Leopolda: Faraone rassicura Crocetta ma dov’è finita la sinistra?

PALERMOIl post Leopolda lascia in Sicilia una coda di polemiche, riflessioni e pensieri che scuotono il Pd siciliano da cima a fondo. Un Pd che ha cambiato pelle: da partito di lotta è oggi solo un partito di governo con tutte le considerazioni del caso e l’effetto – molto gettonato in Italia – “carro del vincitore” parecchio criticato dai duri e puri di fede diessina.

Durissimo il deputato regionale dem Antonello Cracolici che in un tweet ha condensato il pensiero di molti dell’area cuperliana del partito. Un attacco senza mezzi termini ai nuovi ingressi che – secondo Cracolici – si sarebbero riciclati.

Alla Leopolda – o meglio a Sicilia 2.0 – vi erano molti di questi cosiddetti riciclati. In primo luogo il gruppo di Articolo 4: i deputati Sammartino, Sudano, Ruggirello e Nicotra. Ma ancora l’ex sindaco di Forza Italia di Ragusa Nello Dipasquale (che si dice un “democristiano dentro il Pd”) e Nicola D’Agostino, ex Mpa ed ex Udc.

Ma tra gli organizzatori della kermesse c’era anche Alberto Firenze, ex consigliere comunale di Castelvetrano in quota Forza Italia, e tra i nomi noti in odore di candidatura vi è anche quello di Roberto Lagalla, rettore dell’università di Palermo, e indicato in passato come possibile assessore regionale in quota centrodestra.

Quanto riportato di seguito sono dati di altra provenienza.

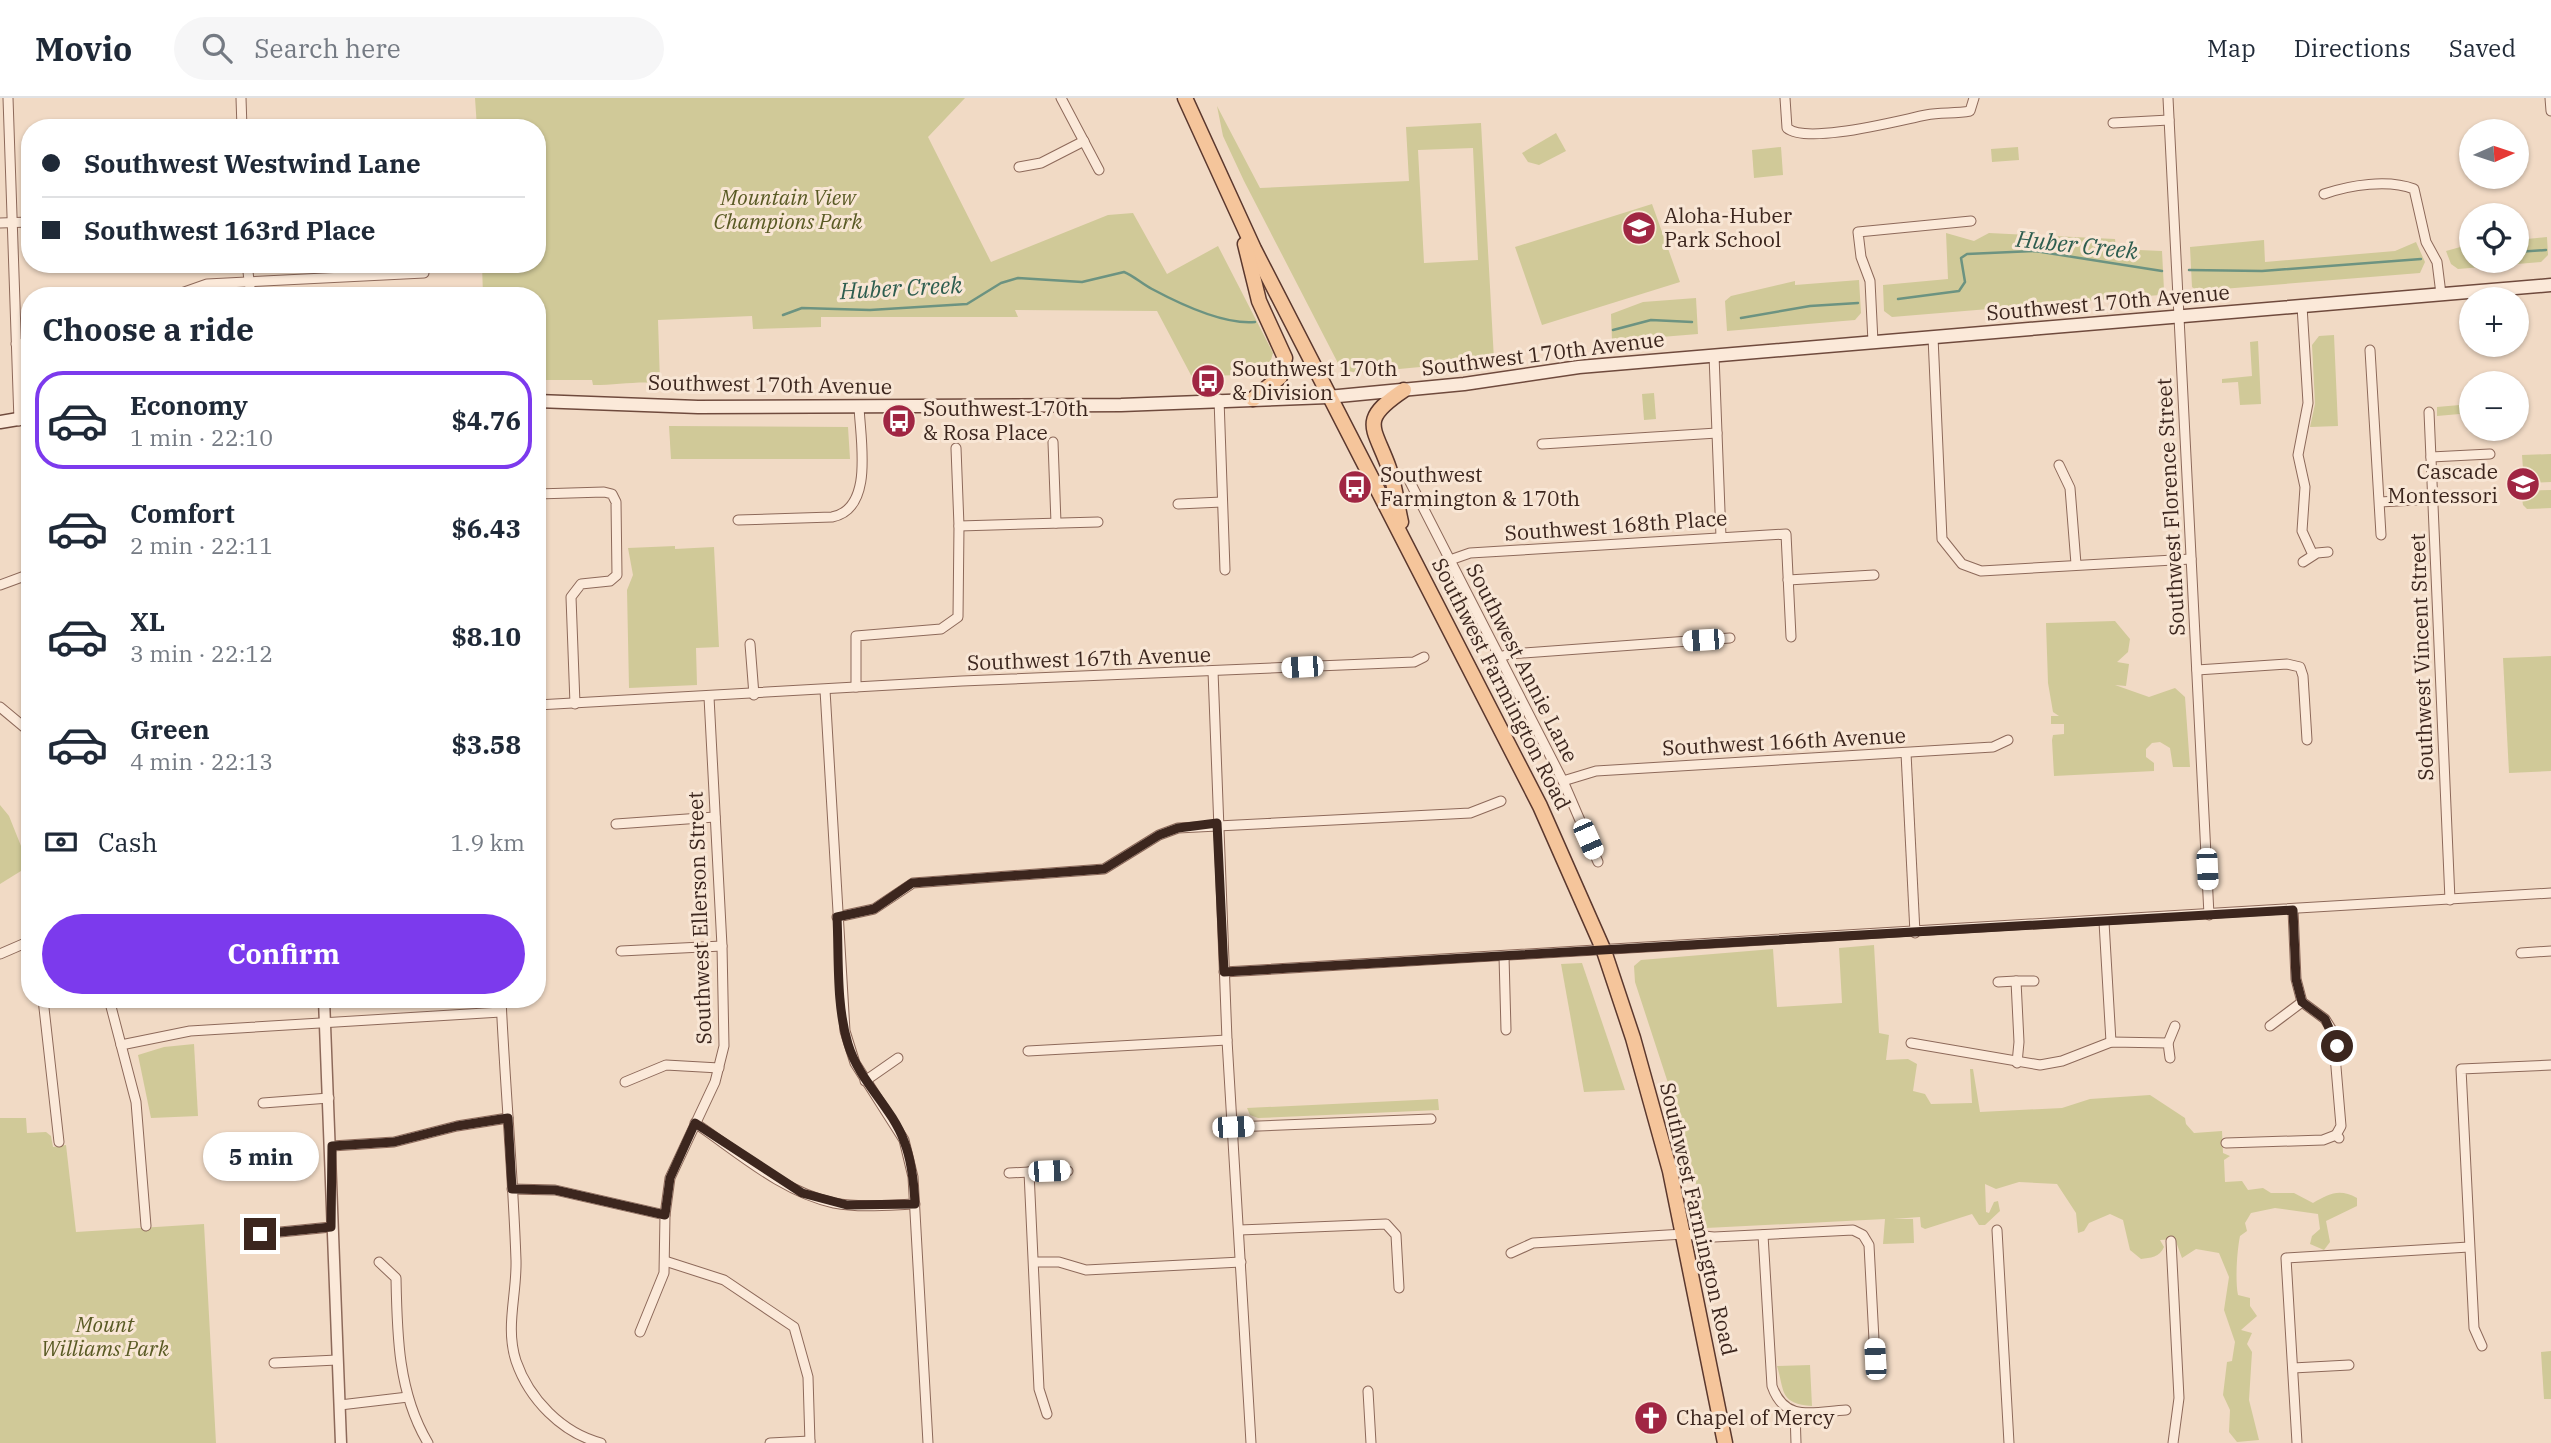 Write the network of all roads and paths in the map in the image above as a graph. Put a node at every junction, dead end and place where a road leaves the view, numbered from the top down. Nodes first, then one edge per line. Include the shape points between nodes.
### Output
1 (8, 98) edge
2 (241, 98) edge
3 (1061, 98) edge
4 (1185, 98) edge
5 (1785, 98) edge
6 (1974, 98) edge
7 (2168, 98) edge
8 (2550, 98) edge
9 (2551, 111) edge
10 (242, 119) edge
11 (2169, 120) junction
12 (2113, 123) dead end
13 (1084, 141) junction
14 (1019, 167) dead end
15 (1099, 170) dead end
16 (2324, 194) dead end
17 (1239, 219) junction
18 (1971, 221) dead end
19 (21, 222) edge
20 (0, 223) edge
21 (12, 223) junction
22 (248, 273) edge
23 (424, 273) dead end
24 (248, 281) junction
25 (2551, 285) edge
26 (198, 287) edge
27 (249, 287) edge
28 (2441, 294) junction
29 (2302, 306) junction
30 (2179, 316) junction
31 (1933, 337) junction
32 (1873, 342) junction
33 (16, 344) junction
34 (21, 344) edge
35 (2370, 350) dead end
36 (1714, 355) junction
37 (21, 382) edge
38 (1404, 390) junction
39 (1328, 397) junction
40 (1219, 399) junction
41 (1253, 399) junction
42 (546, 401) edge
43 (859, 406) junction
44 (2429, 412) dead end
45 (21, 420) edge
46 (0, 422) edge
47 (1717, 433) junction
48 (1053, 442) dead end
49 (1542, 444) dead end
50 (956, 448) dead end
51 (2490, 454) dead end
52 (2431, 457) junction
53 (2059, 465) dead end
54 (1410, 482) dead end
55 (546, 494) edge
56 (2433, 499) junction
57 (1222, 502) junction
58 (2380, 502) junction
59 (1178, 504) dead end
60 (738, 520) dead end
61 (1098, 522) dead end
62 (1056, 523) junction
63 (959, 526) junction
64 (2381, 535) dead end
65 (1721, 537) junction
66 (1405, 541) junction
67 (2328, 552) dead end
68 (2313, 555) junction
69 (2191, 559) junction
70 (1450, 560) junction
71 (2302, 562) dead end
72 (2076, 564) junction
73 (1224, 570) dead end
74 (1874, 575) dead end
75 (21, 577) edge
76 (1788, 580) junction
77 (0, 584) edge
78 (1791, 637) dead end
79 (1730, 638) dead end
80 (750, 644) dead end
81 (1424, 657) dead end
82 (1500, 657) junction
83 (2197, 670) junction
84 (1213, 671) junction
85 (856, 687) junction
86 (825, 690) junction
87 (754, 695) junction
88 (709, 697) junction
89 (575, 704) junction
90 (546, 705) edge
91 (0, 708) edge
92 (21, 724) edge
93 (2008, 740) dead end
94 (2307, 740) dead end
95 (1906, 753) junction
96 (1563, 781) junction
97 (1501, 801) dead end
98 (715, 817) junction
99 (1217, 823) junction
100 (616, 824) dead end
101 (1598, 862) dead end
102 (2551, 893) edge
103 (2450, 900) junction
104 (2293, 910) junction
105 (2209, 915) junction
106 (837, 917) junction
107 (2104, 922) junction
108 (1915, 933) junction
109 (21, 945) edge
110 (722, 946) junction
111 (621, 951) dead end
112 (1604, 951) junction
113 (2551, 951) edge
114 (2521, 953) dead end
115 (0, 954) edge
116 (1504, 956) junction
117 (1224, 972) junction
118 (2016, 981) junction
119 (2034, 981) dead end
120 (1998, 982) dead end
121 (2302, 1002) junction
122 (44, 1008) edge
123 (111, 1008) edge
124 (324, 1008) edge
125 (501, 1008) edge
126 (501, 1012) junction
127 (325, 1023) junction
128 (2175, 1026) dead end
129 (2270, 1026) dead end
130 (1506, 1030) dead end
131 (1227, 1040) junction
132 (2111, 1042) junction
133 (1911, 1043) dead end
134 (2168, 1043) junction
135 (121, 1045) junction
136 (1028, 1051) dead end
137 (898, 1058) dead end
138 (2170, 1058) dead end
139 (2017, 1063) junction
140 (2551, 1065) edge
141 (719, 1068) junction
142 (866, 1081) junction
143 (625, 1082) dead end
144 (329, 1098) junction
145 (263, 1103) dead end
146 (508, 1118) junction
147 (1431, 1119) dead end
148 (695, 1123) junction
149 (1233, 1127) junction
150 (59, 1142) dead end
151 (2226, 1143) dead end
152 (332, 1146) junction
153 (1068, 1171) dead end
154 (1029, 1172) junction
155 (1009, 1173) dead end
156 (512, 1189) junction
157 (915, 1204) junction
158 (665, 1215) junction
159 (146, 1226) dead end
160 (331, 1227) junction
161 (1239, 1230) junction
162 (1997, 1230) dead end
163 (260, 1234) dead end
164 (1684, 1234) junction
165 (1763, 1235) junction
166 (2171, 1241) dead end
167 (2469, 1247) junction
168 (1511, 1253) dead end
169 (666, 1261) junction
170 (379, 1262) dead end
171 (1034, 1262) junction
172 (1241, 1262) junction
173 (1399, 1288) dead end
174 (640, 1332) dead end
175 (2482, 1346) dead end
176 (1875, 1359) dead end
177 (337, 1360) junction
178 (274, 1363) dead end
179 (2350, 1364) dead end
180 (2292, 1368) junction
181 (1368, 1391) dead end
182 (408, 1397) junction
183 (340, 1405) junction
184 (1846, 1410) dead end
185 (1795, 1412) junction
186 (1047, 1414) dead end
187 (810, 1442) edge
188 (341, 1443) edge
189 (428, 1443) edge
190 (601, 1443) edge
191 (770, 1443) edge
192 (928, 1443) edge
193 (1251, 1443) edge
194 (1371, 1443) edge
195 (1724, 1443) edge
196 (1796, 1443) edge
197 (2009, 1443) edge
198 (2173, 1443) edge
199 (2297, 1443) edge

1 - 21 street
2 - 10 street
3 - 13 street
4 - 17 main road, Southwest Farmington Road
5 - 6 street via 1786,127 1791,132 1874,128 1970,111
7 - 11 street, Southwest Florence Street
8 - 9 street
11 - 12 street
11 - 30 street, Southwest Florence Street
13 - 14 street via 1041,163
13 - 15 street
16 - 28 street via 2343,187 2390,184 2414,189 2426,242 2437,262
17 - 39 main road, Southwest Farmington Road
17 - 41 main road via 1259,301 1285,358 1280,377
18 - 32 street via 1858,232 1870,281
19 - 21 street
20 - 21 street
21 - 33 street
22 - 24 street
23 - 24 street
24 - 26 street
24 - 27 street
25 - 28 main road, Southwest 170th Avenue
28 - 29 main road, Southwest 170th Avenue
29 - 30 main road, Southwest 170th Avenue
29 - 68 street via 2308,402 2298,455 2305,487 2302,531
30 - 31 main road, Southwest 170th Avenue
30 - 69 street, Southwest Florence Street
31 - 32 main road, Southwest 170th Avenue
31 - 72 street via 1942,539 1948,549 1962,564 1981,570
32 - 36 main road, Southwest 170th Avenue
33 - 34 street
33 - 37 street
35 - 58 street
36 - 38 main road, Southwest 170th Avenue
36 - 47 street
38 - 39 main road, Southwest 170th Avenue
38 - 66 main road via 1382,407 1372,432 1389,468
39 - 41 main road, Southwest 170th Avenue
39 - 66 main road, Southwest Farmington Road
40 - 41 main road, Southwest 170th Avenue
40 - 43 main road, Southwest 170th Avenue via 1109,405
40 - 57 street
42 - 43 main road, Southwest 170th Avenue
43 - 60 street via 861,478 853,505 831,517
44 - 52 street, Southwest Vincent Street
45 - 46 main road
47 - 49 street
47 - 65 street
48 - 62 street
50 - 63 street
51 - 52 street
52 - 56 street, Southwest Vincent Street
53 - 72 street via 2070,488
54 - 70 street, Southwest Annie Lane
55 - 89 street via 604,492 616,497 617,578 581,584 573,589 570,603
56 - 58 street
56 - 103 street, Southwest Vincent Street
57 - 59 street
57 - 73 street
58 - 64 street
61 - 62 street
62 - 63 street
63 - 85 street via 958,617 942,629 856,636
65 - 70 street, Southwest 168th Place via 1470,553
65 - 76 street, Southwest 168th Place via 1786,534
66 - 112 main road, Southwest Farmington Road via 1541,806
67 - 68 street
68 - 71 street
69 - 72 street
69 - 83 street, Southwest Florence Street
70 - 82 street, Southwest Annie Lane
74 - 76 street
75 - 77 street
76 - 78 street
79 - 82 street
80 - 87 street
81 - 84 street, Southwest 167th Avenue via 1414,662
82 - 96 street, Southwest Annie Lane
83 - 94 street via 2300,667
83 - 105 street, Southwest Florence Street
84 - 85 street, Southwest 167th Avenue
84 - 99 street
85 - 86 street, Southwest 167th Avenue
86 - 87 street, Southwest 167th Avenue
86 - 106 street
87 - 88 street, Southwest 167th Avenue
88 - 89 street, Southwest 167th Avenue
88 - 98 street, Southwest Ellerson Street
89 - 90 street, Southwest 167th Avenue
91 - 92 street
93 - 95 street, Southwest 166th Avenue via 1993,747
95 - 96 street, Southwest 166th Avenue via 1596,771
95 - 108 street
96 - 101 street, Southwest Annie Lane
97 - 99 street via 1470,813
98 - 100 street
98 - 110 street, Southwest Ellerson Street
99 - 106 street via 1159,835 1104,869 912,883 874,909
99 - 117 street
102 - 103 street
103 - 104 street
104 - 105 street
104 - 121 street via 2296,979
105 - 107 street
106 - 142 street via 845,1031
107 - 108 street
107 - 132 street
108 - 112 street
109 - 115 street
110 - 111 street
110 - 141 street, Southwest Ellerson Street via 725,1023
112 - 116 street
112 - 164 main road, Southwest Farmington Road via 1653,1105
113 - 114 street
116 - 117 street
116 - 130 street
117 - 131 street
118 - 119 street
118 - 120 street
118 - 139 street
121 - 129 street
121 - 151 street via 2325,1019 2333,1032 2338,1136
122 - 150 street
123 - 135 street
124 - 127 street
125 - 126 street
126 - 127 street
126 - 146 street
127 - 135 street via 190,1031
127 - 144 street
128 - 134 street
131 - 136 street
131 - 149 street
132 - 134 street
132 - 139 street via 2062,1061
133 - 139 street
134 - 138 street
135 - 159 street via 136,1102
137 - 142 street
140 - 167 street via 2461,1069
141 - 143 street via 666,1065
141 - 148 street, Southwest Ellerson Street
142 - 157 street via 904,1140
144 - 145 street
144 - 152 street
146 - 152 street via 394,1142
146 - 156 street
147 - 149 street
148 - 157 street via 802,1193 847,1205
148 - 158 street, Southwest Ellerson Street via 670,1178
149 - 161 street
152 - 160 street
153 - 154 street
154 - 155 street
154 - 171 street
156 - 158 street via 555,1190
156 - 190 street via 516,1272 511,1326 516,1359 531,1390 553,1416 579,1435
157 - 192 street
158 - 169 street, Southwest Ellerson Street
160 - 163 street
160 - 177 street
161 - 172 street
161 - 173 street via 1391,1226 1396,1235
162 - 197 street
164 - 165 street
164 - 168 street via 1533,1243
164 - 195 main road, Southwest Farmington Road
165 - 176 street via 1850,1229 1863,1235 1869,1245
165 - 185 street via 1772,1386 1780,1405
166 - 198 street via 2179,1398
167 - 175 street via 2474,1328
167 - 180 street via 2286,1258
169 - 174 street, Southwest Ellerson Street via 657,1297
169 - 187 street via 724,1280 794,1327 808,1377
170 - 182 street via 396,1278 398,1338
171 - 172 street via 1059,1262 1086,1270
171 - 186 street via 1039,1390
172 - 193 street
177 - 178 street
177 - 183 street
179 - 180 street
180 - 199 street
181 - 194 street
182 - 183 street
182 - 189 street
183 - 188 street
184 - 185 street
185 - 196 street
187 - 191 street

Inoltre ha preso la parola anche Tommaso Currò – ex grillino dissidente – e uno dei tanti intervenuti con una storia politica differente dalla Quercia.

E poi l’ala più a sinistra del partito non deve aver gradito nemmeno la figura di Marco Zambuto, ex primo cittadino di Agrigento con Pdl e Udc e oggi presidente regionale del Pd, che non ha rinnegato il rapporto con Totò Cuffaro.

Moriremo tutti democristiani? È la domanda che si pongono in tanti dentro il Pd ma sembra che il nuovo corso proceda spedito tanto che i civatiani ne sono usciti con una diaspora di oltre 500 iscritti tra amministratori, dirigenti e attivisti che ha scompaginato il quadro e che porterà a un sodalizio con Sel.

Intanto Faraone ha rassicurato il presidente della Regione Crocetta chiarendo che non si tratta di un #Rosariostaisereno di renziana memoria: “Questo governo nasce perché tutti ci hanno messo la faccia, da Delrio a Renzi, fino a Faraone. Se gli assessori regionali erano qui seduti in platea o a coordinare i tavoli è perché si crede in questa squadra di governo, per cui nessuno deve avere dubbi”.

Per Faraone – che ha lanciato qualche frecciatina all’antimafia usata per far carriera – Sicilia 2.0 è stata l’occasione per far crescere un nuovo progetto e una nuova classe dirigente.